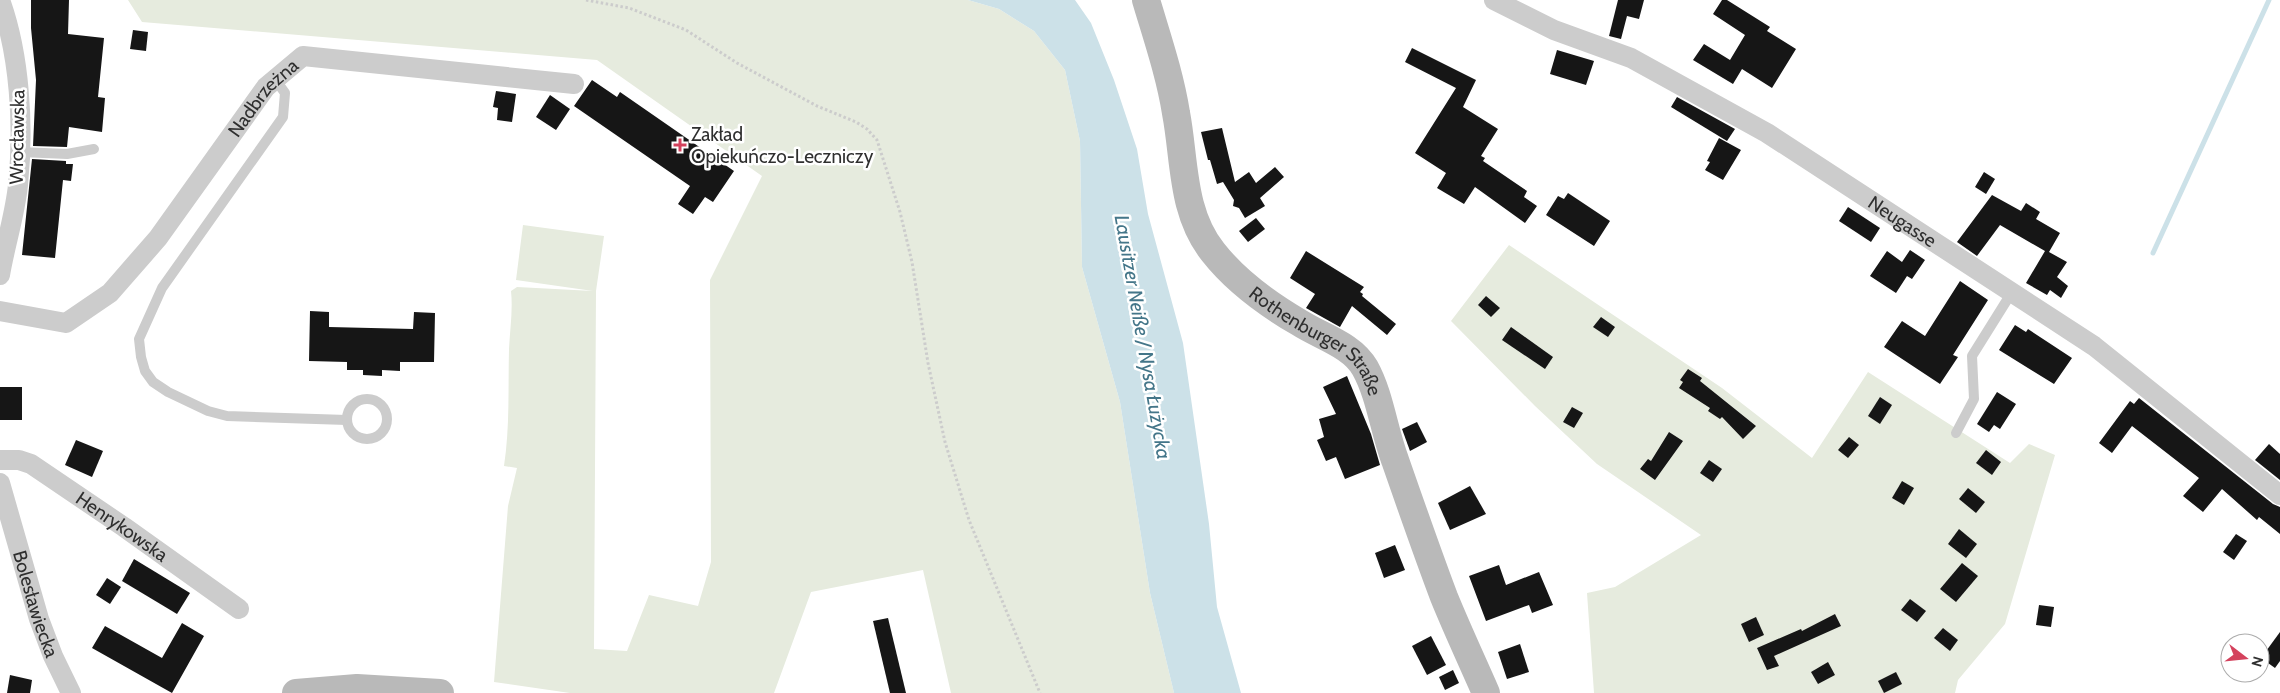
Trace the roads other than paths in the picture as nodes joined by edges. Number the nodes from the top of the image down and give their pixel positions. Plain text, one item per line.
1 (0, 0) edge
2 (1146, 0) edge
3 (1494, 0) edge
4 (275, 79) junction
5 (574, 84) dead end
6 (94, 149) dead end
7 (20, 152) junction
8 (1, 263) edge
9 (2012, 292) junction
10 (0, 311) edge
11 (347, 420) junction
12 (1956, 433) dead end
13 (0, 460) edge
14 (0, 483) edge
15 (2280, 495) edge
16 (238, 609) dead end
17 (71, 693) edge
18 (296, 693) edge
19 (440, 693) edge
20 (1486, 693) edge

1 - 7 street, Wrocławska
2 - 20 street, Rothenburger Straße
3 - 9 street, Neugasse
4 - 5 street, Nadbrzeżna
4 - 10 street, Nadbrzeżna
4 - 11 lane
6 - 7 lane
7 - 8 street, Wrocławska
9 - 12 lane
9 - 15 street, Neugasse
11 - 11 lane
13 - 16 street, Henrykowska
14 - 17 street, Bolesławiecka
18 - 19 street

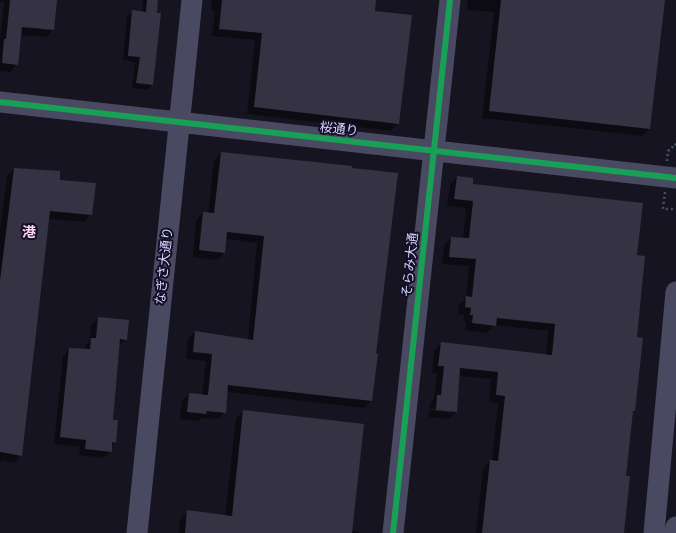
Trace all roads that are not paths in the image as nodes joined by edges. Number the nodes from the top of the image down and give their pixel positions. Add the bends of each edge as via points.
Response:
1 (192, 0) edge
2 (450, 0) edge
3 (0, 102) edge
4 (179, 123) junction
5 (435, 151) junction
6 (676, 178) edge
7 (676, 292) edge
8 (676, 527) edge
9 (137, 533) edge
10 (393, 533) edge
11 (654, 533) edge
12 (675, 533) edge

1 - 4 street, なぎさ大通り
2 - 5 street, そらみ大通
3 - 4 street, 桜通り
4 - 5 street, 桜通り
4 - 9 street, なぎさ大通り
5 - 6 street, 桜通り
5 - 10 street, そらみ大通
7 - 11 street
8 - 12 street

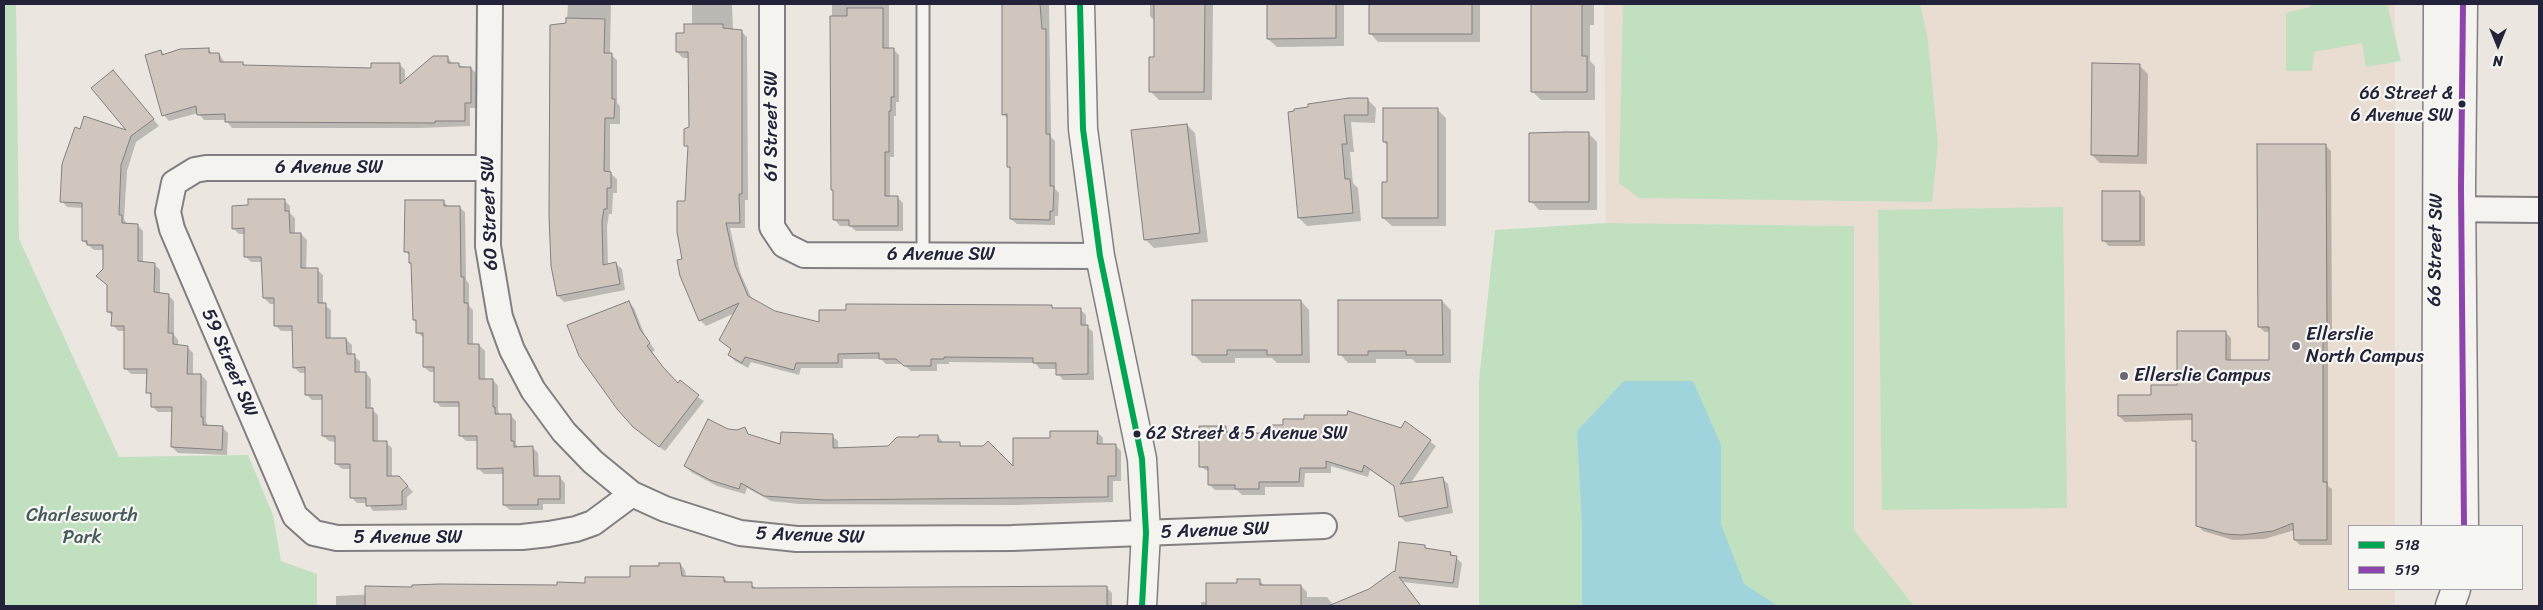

■ WHAT TO WORK ON: The records above must be copied exactly, with no pictures carried over.

■ TASK RESPONSE:
Trace the roads other than paths in the picture as nodes joined by edges. Number the nodes from the top of the image down and give their pixel positions. Plain text, one item per line.
1 (0, 0) edge
2 (1146, 0) edge
3 (1494, 0) edge
4 (275, 79) junction
5 (574, 84) dead end
6 (94, 149) dead end
7 (20, 152) junction
8 (1, 263) edge
9 (2012, 292) junction
10 (0, 311) edge
11 (347, 420) junction
12 (1956, 433) dead end
13 (0, 460) edge
14 (0, 483) edge
15 (2280, 495) edge
16 (238, 609) dead end
17 (71, 693) edge
18 (296, 693) edge
19 (440, 693) edge
20 (1486, 693) edge

1 - 7 street, Wrocławska
2 - 20 street, Rothenburger Straße
3 - 9 street, Neugasse
4 - 5 street, Nadbrzeżna
4 - 10 street, Nadbrzeżna
4 - 11 lane
6 - 7 lane
7 - 8 street, Wrocławska
9 - 12 lane
9 - 15 street, Neugasse
11 - 11 lane
13 - 16 street, Henrykowska
14 - 17 street, Bolesławiecka
18 - 19 street

Trace all roads that are not paths in the image as nodes joined by edges. Number the nodes from the top of the image down and give their pixel positions. Add the bends of each edge as via points.
Response:
1 (192, 0) edge
2 (450, 0) edge
3 (0, 102) edge
4 (179, 123) junction
5 (435, 151) junction
6 (676, 178) edge
7 (676, 292) edge
8 (676, 527) edge
9 (137, 533) edge
10 (393, 533) edge
11 (654, 533) edge
12 (675, 533) edge

1 - 4 street, なぎさ大通り
2 - 5 street, そらみ大通
3 - 4 street, 桜通り
4 - 5 street, 桜通り
4 - 9 street, なぎさ大通り
5 - 6 street, 桜通り
5 - 10 street, そらみ大通
7 - 11 street
8 - 12 street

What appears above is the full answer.